Writers' Workshop ~ 
    (1)  Principal Turner "accosts" Sonny, asking him why Billy Rose is quitting school.  Sonny is thoroughly caught off guard by this news, sputtering in his reply.  The principal delivers a tough shot by saying, "a man should take care to observe his friends lest they be needful."  Why is Sonny held accountable for his friend's decision?  How does the nearly Biblical wording of the principal's statement add emphasis and meaning to it?  Can this technique be used in every sort of story by nearly any writer?
    (2)  Sonny is suddenly afloat in femininity as he finds himself attracted (and attractive) to a trio of girls: Dorothy, his former flame; Melba, a "real" woman; and Ginger, who is characterized as "okay".  How does this situation add complexity to the storyline?  Is this situation serious or humorous or both?  Look at how carefully the girls are described and separated.  What are the qualities that put each of them into different "categories"?  Why are triangles such an appealing strategy to authors?

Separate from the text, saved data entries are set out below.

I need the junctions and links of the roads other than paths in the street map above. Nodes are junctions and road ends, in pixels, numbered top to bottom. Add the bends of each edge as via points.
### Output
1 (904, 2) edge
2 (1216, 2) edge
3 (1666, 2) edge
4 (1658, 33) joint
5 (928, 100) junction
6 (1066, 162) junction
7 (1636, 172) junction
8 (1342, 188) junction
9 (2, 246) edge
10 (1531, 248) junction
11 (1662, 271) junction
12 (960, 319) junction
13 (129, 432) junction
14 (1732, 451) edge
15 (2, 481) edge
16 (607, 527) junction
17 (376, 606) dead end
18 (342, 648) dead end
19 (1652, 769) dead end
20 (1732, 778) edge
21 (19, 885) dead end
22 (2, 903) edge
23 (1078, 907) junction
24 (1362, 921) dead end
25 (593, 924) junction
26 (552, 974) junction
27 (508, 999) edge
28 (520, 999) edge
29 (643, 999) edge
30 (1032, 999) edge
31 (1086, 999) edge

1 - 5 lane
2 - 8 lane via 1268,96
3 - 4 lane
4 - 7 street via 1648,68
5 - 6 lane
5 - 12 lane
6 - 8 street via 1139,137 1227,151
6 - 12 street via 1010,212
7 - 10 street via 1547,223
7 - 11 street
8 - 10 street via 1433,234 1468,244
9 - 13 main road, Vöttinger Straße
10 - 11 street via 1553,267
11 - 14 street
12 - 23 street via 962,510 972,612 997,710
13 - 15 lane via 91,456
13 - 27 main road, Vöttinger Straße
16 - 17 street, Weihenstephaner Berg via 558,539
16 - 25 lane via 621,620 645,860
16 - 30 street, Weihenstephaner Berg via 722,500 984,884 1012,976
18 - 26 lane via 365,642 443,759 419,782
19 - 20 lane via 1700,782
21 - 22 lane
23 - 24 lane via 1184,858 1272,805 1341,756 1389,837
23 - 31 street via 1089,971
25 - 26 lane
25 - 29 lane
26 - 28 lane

    (3)  Sonny also rhapsodizes on all of Jim's good qualities, then says, "otherwise, I couldn't imagine the attraction."  What does Sonny really think of his brother?  Why does he use sarcasm at the end of a list of good qualities his brother possesses?

Freud's Couch ~ 
    (1A)  Sonny says (with no small measure of satisfaction and gloating), "All that bragging that Dad had done over the years about Jim and never about me was going to come back at both of them now."  Why has Homer been much more openly proud of Jim than of Sonny over the years?  Is the disparity in praise as great as Sonny thinks?  Why is he happy to see both his dad and Jim embarrassed?  Are younger children more likely to have such emotions than the eldest child?  How does Jim probably see the situation?  How do we expect Homer to really feel about Jim's announcement?
    (1B)  Relative to the above, write about situations in your own home in which sibling rivalry leads to conflict between the children and also with the parents.  Develop a future situation which would lead your parents to see your strengths while minimizing your sibling or siblings' accomplishments.

Mountaineer Morality ~ 
    (1)  Sonny quotes Red Carroll has having said, "Never wake up a dog unless you want to get bit."  In this case, what does this saying mean?  Who is the "dog" referred to, and what is the issue about which it could be awakened?  Think of a situation in your own life to which this thought could be applied.